## [Dataset extract]
========================================================================

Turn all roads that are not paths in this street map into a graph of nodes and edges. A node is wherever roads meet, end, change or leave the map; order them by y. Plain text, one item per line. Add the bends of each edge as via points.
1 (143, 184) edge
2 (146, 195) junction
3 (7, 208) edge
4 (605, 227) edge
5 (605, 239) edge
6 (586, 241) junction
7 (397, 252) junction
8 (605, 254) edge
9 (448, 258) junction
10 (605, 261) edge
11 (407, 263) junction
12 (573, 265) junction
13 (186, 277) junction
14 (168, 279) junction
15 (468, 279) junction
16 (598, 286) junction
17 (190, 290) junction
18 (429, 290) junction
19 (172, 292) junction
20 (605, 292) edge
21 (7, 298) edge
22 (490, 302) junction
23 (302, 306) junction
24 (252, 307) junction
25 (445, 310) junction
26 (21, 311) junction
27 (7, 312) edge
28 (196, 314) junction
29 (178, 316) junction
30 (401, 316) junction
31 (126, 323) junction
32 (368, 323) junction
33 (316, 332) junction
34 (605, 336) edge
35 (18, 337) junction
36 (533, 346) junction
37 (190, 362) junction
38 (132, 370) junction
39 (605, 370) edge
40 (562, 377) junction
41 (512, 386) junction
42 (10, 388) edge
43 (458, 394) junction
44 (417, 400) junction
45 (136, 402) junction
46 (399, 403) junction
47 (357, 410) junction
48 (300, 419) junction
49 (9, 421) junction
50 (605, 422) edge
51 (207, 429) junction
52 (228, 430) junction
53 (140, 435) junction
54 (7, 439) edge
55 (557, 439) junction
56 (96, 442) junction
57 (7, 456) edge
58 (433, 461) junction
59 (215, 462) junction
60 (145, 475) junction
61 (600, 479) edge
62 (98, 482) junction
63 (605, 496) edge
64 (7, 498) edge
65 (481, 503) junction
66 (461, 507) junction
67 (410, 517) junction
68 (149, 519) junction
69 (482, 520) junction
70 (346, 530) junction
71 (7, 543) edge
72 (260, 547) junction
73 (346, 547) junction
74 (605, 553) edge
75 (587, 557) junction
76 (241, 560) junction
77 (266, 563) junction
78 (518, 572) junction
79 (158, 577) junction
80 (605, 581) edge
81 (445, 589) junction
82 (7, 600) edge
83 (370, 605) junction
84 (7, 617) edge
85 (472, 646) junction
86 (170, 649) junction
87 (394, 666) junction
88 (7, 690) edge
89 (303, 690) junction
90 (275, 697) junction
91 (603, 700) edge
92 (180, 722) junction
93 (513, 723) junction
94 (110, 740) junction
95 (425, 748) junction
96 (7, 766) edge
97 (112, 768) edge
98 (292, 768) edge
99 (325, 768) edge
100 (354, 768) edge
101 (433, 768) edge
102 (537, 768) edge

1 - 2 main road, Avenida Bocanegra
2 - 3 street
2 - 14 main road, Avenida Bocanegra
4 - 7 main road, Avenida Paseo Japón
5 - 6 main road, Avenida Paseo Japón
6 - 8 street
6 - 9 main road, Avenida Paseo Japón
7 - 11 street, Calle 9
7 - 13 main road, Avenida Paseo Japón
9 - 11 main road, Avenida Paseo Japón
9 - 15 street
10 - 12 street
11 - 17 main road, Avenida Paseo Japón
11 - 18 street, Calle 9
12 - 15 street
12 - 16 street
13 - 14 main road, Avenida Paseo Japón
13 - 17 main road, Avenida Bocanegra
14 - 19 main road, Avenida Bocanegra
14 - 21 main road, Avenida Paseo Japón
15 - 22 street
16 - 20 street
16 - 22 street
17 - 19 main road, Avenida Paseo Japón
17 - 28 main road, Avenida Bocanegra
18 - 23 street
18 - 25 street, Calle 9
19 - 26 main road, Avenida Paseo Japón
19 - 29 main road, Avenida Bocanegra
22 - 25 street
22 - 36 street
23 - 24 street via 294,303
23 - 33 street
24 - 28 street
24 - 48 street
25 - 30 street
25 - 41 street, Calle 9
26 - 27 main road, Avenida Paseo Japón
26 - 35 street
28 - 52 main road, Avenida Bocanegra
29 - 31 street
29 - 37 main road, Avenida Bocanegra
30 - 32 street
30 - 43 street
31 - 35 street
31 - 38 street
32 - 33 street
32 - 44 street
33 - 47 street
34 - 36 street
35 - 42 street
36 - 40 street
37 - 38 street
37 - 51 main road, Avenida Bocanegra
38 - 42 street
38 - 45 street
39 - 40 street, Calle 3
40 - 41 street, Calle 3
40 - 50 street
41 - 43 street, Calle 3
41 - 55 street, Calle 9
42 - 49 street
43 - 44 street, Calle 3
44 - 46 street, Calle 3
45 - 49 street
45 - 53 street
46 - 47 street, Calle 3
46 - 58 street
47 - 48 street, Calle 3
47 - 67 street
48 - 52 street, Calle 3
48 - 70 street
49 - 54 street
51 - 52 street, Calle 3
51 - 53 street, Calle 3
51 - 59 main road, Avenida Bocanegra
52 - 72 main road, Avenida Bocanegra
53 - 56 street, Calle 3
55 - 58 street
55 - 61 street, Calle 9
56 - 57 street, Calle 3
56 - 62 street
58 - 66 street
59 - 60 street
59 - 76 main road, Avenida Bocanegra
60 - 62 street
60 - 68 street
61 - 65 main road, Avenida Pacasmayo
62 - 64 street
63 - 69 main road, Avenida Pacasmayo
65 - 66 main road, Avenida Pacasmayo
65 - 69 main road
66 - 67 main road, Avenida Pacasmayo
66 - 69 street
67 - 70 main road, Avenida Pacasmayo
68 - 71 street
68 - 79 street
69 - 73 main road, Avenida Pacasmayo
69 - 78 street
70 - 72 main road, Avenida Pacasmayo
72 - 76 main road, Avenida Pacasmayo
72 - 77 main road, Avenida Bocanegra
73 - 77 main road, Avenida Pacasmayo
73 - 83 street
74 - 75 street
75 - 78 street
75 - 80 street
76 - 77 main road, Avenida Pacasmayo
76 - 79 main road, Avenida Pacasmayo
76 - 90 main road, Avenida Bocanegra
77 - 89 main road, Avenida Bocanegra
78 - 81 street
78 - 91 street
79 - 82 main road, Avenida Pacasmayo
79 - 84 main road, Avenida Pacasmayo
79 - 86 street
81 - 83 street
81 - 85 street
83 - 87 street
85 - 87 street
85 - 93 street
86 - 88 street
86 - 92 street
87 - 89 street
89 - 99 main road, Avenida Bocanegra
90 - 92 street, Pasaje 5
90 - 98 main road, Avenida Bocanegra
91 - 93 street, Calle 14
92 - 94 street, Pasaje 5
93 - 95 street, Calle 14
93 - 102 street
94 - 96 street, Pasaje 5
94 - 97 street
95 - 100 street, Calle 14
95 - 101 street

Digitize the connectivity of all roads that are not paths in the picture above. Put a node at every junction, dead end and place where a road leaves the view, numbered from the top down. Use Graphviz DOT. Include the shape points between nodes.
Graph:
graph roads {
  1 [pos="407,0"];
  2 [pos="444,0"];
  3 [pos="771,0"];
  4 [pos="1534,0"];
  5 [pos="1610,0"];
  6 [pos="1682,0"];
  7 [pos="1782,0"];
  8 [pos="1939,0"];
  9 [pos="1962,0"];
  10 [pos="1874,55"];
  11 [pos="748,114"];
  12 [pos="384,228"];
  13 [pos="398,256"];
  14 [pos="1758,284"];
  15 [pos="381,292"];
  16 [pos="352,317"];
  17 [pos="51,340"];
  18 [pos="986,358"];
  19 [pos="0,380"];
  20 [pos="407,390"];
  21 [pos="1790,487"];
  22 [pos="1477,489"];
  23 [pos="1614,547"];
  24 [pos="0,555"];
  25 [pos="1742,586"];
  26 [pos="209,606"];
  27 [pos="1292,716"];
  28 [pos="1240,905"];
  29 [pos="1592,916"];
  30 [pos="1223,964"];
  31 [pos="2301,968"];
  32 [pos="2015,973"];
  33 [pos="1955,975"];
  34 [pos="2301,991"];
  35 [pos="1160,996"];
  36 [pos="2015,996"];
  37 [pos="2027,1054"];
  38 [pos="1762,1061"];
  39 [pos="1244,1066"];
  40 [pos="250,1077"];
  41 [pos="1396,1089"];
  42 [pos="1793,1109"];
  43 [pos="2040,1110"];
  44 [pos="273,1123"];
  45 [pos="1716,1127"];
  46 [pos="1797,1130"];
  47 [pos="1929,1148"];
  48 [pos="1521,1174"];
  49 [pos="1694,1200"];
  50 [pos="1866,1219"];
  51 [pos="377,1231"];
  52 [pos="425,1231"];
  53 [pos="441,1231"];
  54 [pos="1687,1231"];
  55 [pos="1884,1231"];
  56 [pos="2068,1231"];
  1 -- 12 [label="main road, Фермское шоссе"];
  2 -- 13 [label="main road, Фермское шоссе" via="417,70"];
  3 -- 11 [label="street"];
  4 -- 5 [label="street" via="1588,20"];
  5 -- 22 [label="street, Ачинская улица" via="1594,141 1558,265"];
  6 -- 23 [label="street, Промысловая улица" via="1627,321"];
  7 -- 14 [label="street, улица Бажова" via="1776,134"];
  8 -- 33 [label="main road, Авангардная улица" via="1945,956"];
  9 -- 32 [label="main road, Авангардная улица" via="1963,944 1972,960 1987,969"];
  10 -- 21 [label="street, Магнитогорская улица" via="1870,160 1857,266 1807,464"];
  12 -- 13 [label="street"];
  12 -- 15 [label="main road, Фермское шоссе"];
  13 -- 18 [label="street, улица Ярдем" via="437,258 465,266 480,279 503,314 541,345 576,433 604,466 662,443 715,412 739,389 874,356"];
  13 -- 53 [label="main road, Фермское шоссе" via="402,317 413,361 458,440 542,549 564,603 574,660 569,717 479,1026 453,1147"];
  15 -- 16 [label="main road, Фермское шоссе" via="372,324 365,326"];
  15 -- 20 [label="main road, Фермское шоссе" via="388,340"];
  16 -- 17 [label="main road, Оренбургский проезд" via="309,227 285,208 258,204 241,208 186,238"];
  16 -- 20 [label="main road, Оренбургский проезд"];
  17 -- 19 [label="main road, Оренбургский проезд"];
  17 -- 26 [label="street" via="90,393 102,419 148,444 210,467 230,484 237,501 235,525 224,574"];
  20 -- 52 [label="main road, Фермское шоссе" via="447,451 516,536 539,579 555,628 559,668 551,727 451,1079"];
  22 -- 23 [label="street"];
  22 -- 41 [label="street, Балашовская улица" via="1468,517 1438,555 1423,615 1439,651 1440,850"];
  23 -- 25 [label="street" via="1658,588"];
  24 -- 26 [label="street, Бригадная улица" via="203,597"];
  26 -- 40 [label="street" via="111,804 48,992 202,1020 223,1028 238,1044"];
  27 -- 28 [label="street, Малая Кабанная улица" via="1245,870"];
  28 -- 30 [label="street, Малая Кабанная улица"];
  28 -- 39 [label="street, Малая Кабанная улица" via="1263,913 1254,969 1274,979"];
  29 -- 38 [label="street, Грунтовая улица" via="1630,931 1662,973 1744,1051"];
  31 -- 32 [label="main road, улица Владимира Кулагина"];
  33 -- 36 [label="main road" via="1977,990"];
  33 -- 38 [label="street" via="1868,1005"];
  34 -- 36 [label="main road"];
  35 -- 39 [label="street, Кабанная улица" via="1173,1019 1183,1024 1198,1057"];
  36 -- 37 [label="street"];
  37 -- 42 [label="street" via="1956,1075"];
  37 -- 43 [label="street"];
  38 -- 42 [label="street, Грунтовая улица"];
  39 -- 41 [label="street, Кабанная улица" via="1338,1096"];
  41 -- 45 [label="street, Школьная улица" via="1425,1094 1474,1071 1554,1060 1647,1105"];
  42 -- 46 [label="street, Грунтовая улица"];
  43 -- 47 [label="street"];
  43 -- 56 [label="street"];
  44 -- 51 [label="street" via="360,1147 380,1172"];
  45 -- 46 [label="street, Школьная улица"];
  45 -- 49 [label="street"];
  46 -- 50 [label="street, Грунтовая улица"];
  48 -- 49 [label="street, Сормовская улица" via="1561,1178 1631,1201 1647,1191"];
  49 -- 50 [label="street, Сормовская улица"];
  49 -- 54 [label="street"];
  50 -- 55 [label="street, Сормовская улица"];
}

========================================================================

## [What to produce]
Above are the records. Identify each line that contains the word "Фермское".

## [Expected answer]
  1 -- 12 [label="main road, Фермское шоссе"];
  2 -- 13 [label="main road, Фермское шоссе" via="417,70"];
  12 -- 15 [label="main road, Фермское шоссе"];
  13 -- 53 [label="main road, Фермское шоссе" via="402,317 413,361 458,440 542,549 564,603 574,660 569,717 479,1026 453,1147"];
  15 -- 16 [label="main road, Фермское шоссе" via="372,324 365,326"];
  15 -- 20 [label="main road, Фермское шоссе" via="388,340"];
  20 -- 52 [label="main road, Фермское шоссе" via="447,451 516,536 539,579 555,628 559,668 551,727 451,1079"];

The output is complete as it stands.